**Exercise description**
Take every line in the entries that includes the word "معاذ" and copy it.
+++ Supplied material
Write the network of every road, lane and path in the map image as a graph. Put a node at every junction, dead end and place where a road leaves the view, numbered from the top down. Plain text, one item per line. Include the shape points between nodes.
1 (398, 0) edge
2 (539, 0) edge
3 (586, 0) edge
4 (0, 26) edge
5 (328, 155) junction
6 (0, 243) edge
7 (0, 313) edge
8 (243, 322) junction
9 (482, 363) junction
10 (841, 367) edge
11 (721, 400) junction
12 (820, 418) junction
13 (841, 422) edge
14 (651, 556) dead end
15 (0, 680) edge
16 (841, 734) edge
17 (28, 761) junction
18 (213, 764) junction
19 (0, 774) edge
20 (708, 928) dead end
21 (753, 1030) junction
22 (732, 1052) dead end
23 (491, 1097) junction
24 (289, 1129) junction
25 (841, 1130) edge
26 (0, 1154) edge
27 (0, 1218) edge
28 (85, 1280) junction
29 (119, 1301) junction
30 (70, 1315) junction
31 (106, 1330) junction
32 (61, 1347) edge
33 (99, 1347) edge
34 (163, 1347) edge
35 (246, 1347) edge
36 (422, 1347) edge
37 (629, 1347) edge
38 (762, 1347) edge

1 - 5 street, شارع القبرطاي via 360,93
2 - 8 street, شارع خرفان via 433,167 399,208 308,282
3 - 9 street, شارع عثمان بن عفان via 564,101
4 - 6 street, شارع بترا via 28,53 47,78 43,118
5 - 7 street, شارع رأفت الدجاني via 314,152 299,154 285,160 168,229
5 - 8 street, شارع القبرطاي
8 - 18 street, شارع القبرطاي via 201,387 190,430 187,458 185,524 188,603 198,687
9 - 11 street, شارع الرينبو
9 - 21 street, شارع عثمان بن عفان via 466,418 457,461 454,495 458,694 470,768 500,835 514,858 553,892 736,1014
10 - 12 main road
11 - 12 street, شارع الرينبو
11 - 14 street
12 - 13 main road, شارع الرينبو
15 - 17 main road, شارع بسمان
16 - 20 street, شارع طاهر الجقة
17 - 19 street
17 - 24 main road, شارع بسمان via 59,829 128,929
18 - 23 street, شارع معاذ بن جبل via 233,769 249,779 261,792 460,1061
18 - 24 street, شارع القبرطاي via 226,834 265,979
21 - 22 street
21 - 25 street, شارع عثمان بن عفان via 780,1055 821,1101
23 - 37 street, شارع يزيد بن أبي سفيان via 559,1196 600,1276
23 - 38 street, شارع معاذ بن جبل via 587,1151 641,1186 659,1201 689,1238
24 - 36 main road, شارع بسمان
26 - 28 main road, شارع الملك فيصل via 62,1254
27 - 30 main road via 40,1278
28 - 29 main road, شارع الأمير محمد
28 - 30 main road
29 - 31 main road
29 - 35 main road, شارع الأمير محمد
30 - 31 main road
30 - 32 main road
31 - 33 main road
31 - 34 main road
++++++
**Reply**
18 - 23 street, شارع معاذ بن جبل via 233,769 249,779 261,792 460,1061
23 - 38 street, شارع معاذ بن جبل via 587,1151 641,1186 659,1201 689,1238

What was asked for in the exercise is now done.